Figure 1 is a logic circuit diagram showing a conventional signal synthesis circuit. Figure 2 is a timing chart showing the operating waveforms of each part. Figure 5 is a logic circuit diagram showing another example of the conventional signal synthesis circuit. 4(A) and 4(B) are timing charts showing the operating waveforms of each part, and FIG. A logic circuit diagram showing an example of the configuration, and FIG. 7 is a timing chart showing operation waveforms of each part in the present invention. 10...Signal generation source 11...Signal input circuit 12. ...10i counter 15...Input signal selection circuit 14...Delay compensation counter 15...Pulse width adjustment circuit board

Claims (2)

[Claims] (1) An f1 generation source that generates at least four types of input pulse signals with the same frequency and different phases, a Shikotan input circuit that receives each input pulse signal from this double hoof generation source, and this fg large input Each human power pulse 18 taken into the circuit
An input signal selection circuit that cyclically selects and sends out the numbers in a predetermined order, and counts all of the individual couplers 1B that are sent out in order from the No. 16 input circuit, and each time it counts up, the desired station 1732 number is selected. A counter that sends out an output pulse to represent 'lF' + 'C', and a counter that counts the output pulse of this counter by 1. An input pulse signal selection command is given to the input signal selection circuit, and the output pulse is set to a predetermined value. A delay compensation counter that sends out a signal for correcting the delay nine every time a number is counted, and an output No. 19 from this delay compensation counter that is operated to adjust the output pulse width of the counter every time the delay compensation counter counts up.
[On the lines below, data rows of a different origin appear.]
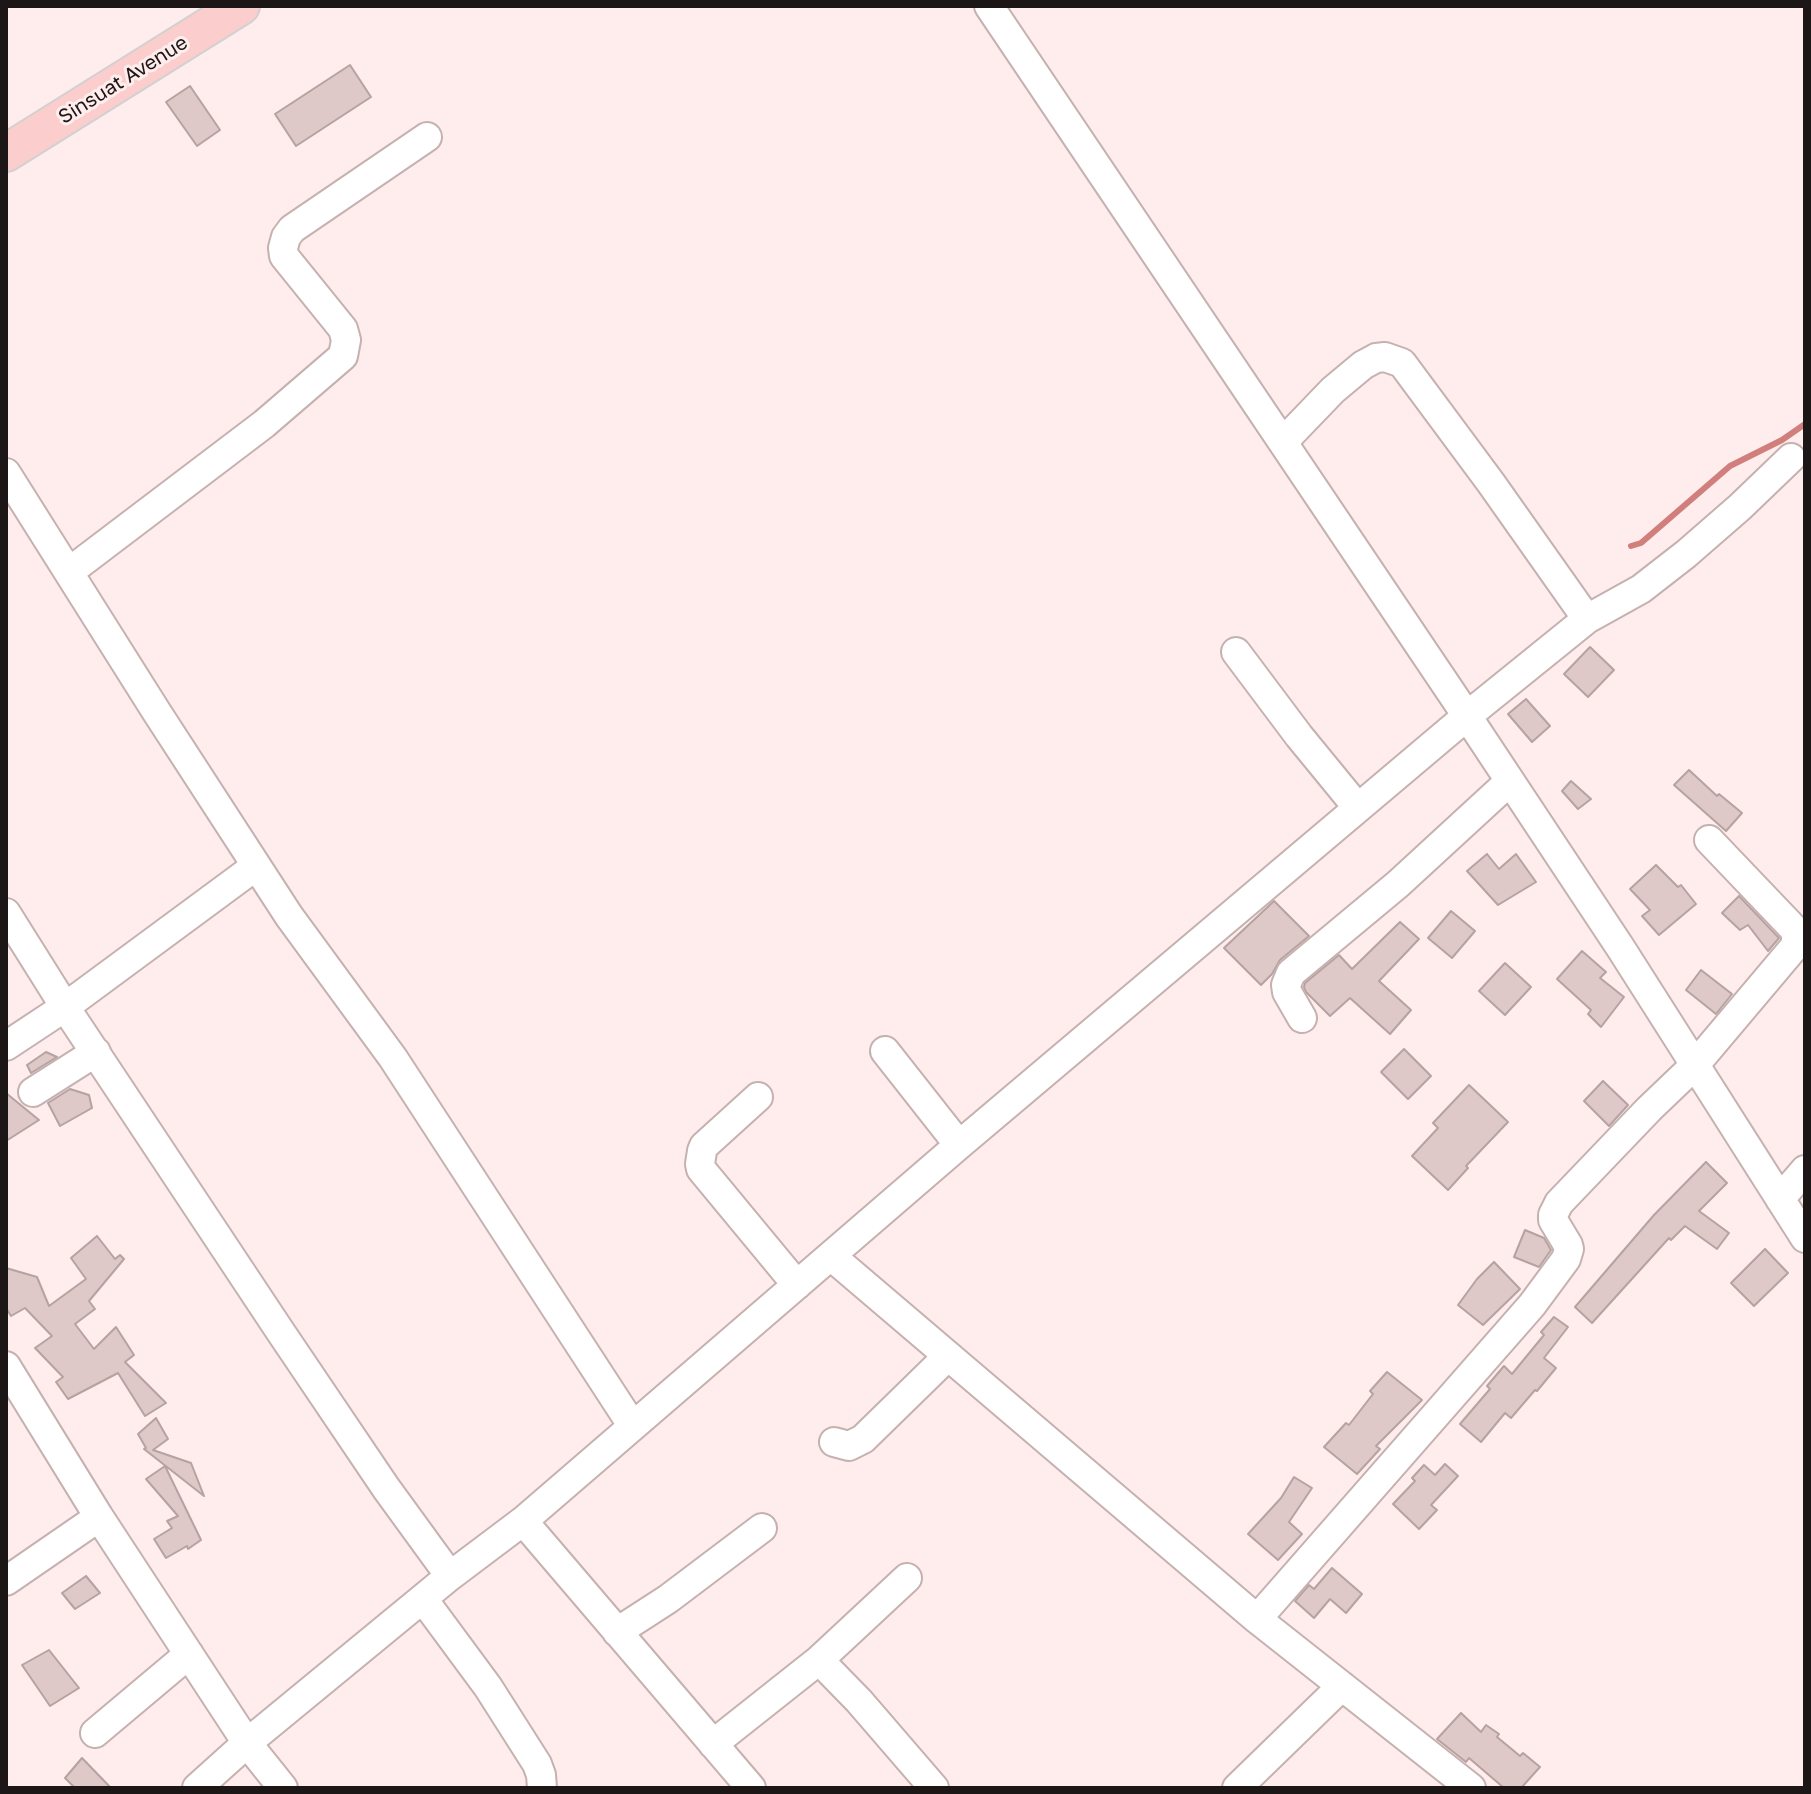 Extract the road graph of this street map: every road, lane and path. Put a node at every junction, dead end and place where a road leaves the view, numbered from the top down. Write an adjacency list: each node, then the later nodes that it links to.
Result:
1 (241, 6): 4 (main road, Sinsuat Avenue)
2 (989, 6): 5 (street)
3 (427, 137): 8 (street)
4 (6, 153)
5 (1283, 442): 9 (street); 11 (street)
6 (1791, 458): 9 (street)
7 (6, 473): 8 (street)
8 (69, 572): 15 (street)
9 (1587, 619): 11 (street)
10 (1236, 652): 13 (street)
11 (1467, 716): 12 (street); 13 (street)
12 (1510, 781): 18 (street); 22 (street)
13 (1358, 808): 25 (street)
14 (1709, 840): 22 (street)
15 (256, 866): 17 (street); 34 (street)
16 (6, 913): 17 (street)
17 (65, 1007): 19 (street); 21 (street)
18 (1302, 1018)
19 (6, 1046)
20 (885, 1051): 25 (street)
21 (96, 1052): 23 (street); 39 (street)
22 (1694, 1066): 27 (street); 43 (street)
23 (33, 1092)
24 (758, 1097): 30 (street)
25 (959, 1145): 29 (street)
26 (1805, 1170): 27 (street)
27 (1780, 1199): 28 (street)
28 (1805, 1238)
29 (831, 1256): 30 (street); 31 (street)
30 (797, 1285): 34 (street)
31 (948, 1356): 35 (street); 43 (street)
32 (6, 1366): 33 (street)
33 (16, 1404): 36 (street)
34 (632, 1425): 37 (street)
35 (834, 1442)
36 (99, 1517): 41 (street); 45 (street)
37 (523, 1521): 39 (street); 44 (street)
38 (762, 1528): 44 (street)
39 (450, 1576): 42 (street)
40 (907, 1578): 46 (street)
41 (6, 1581)
42 (423, 1599): 49 (street); 53 (street)
43 (1257, 1619): 47 (street)
44 (617, 1632): 50 (street)
45 (189, 1654): 48 (street); 49 (street)
46 (819, 1660): 50 (street); 55 (street)
47 (1342, 1686): 56 (street); 57 (street)
48 (95, 1733)
49 (247, 1743): 51 (street); 52 (street)
50 (713, 1744): 54 (street)
51 (197, 1788)
52 (283, 1788)
53 (542, 1788)
54 (751, 1788)
55 (934, 1788)
56 (1237, 1788)
57 (1471, 1788)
A signal synthesis circuit consisting of a pulse width adjustment circuit that compensates for counting errors. (2) At least four types of input pulse signals include a first input pulse signal having a desired frequency and a second input pulse signal having the same frequency as the input pulse signal but different phases;
2. The signal synthesis circuit according to claim 1, comprising third and fourth input pulse signals obtained by completely inverting both of the input pulse signals.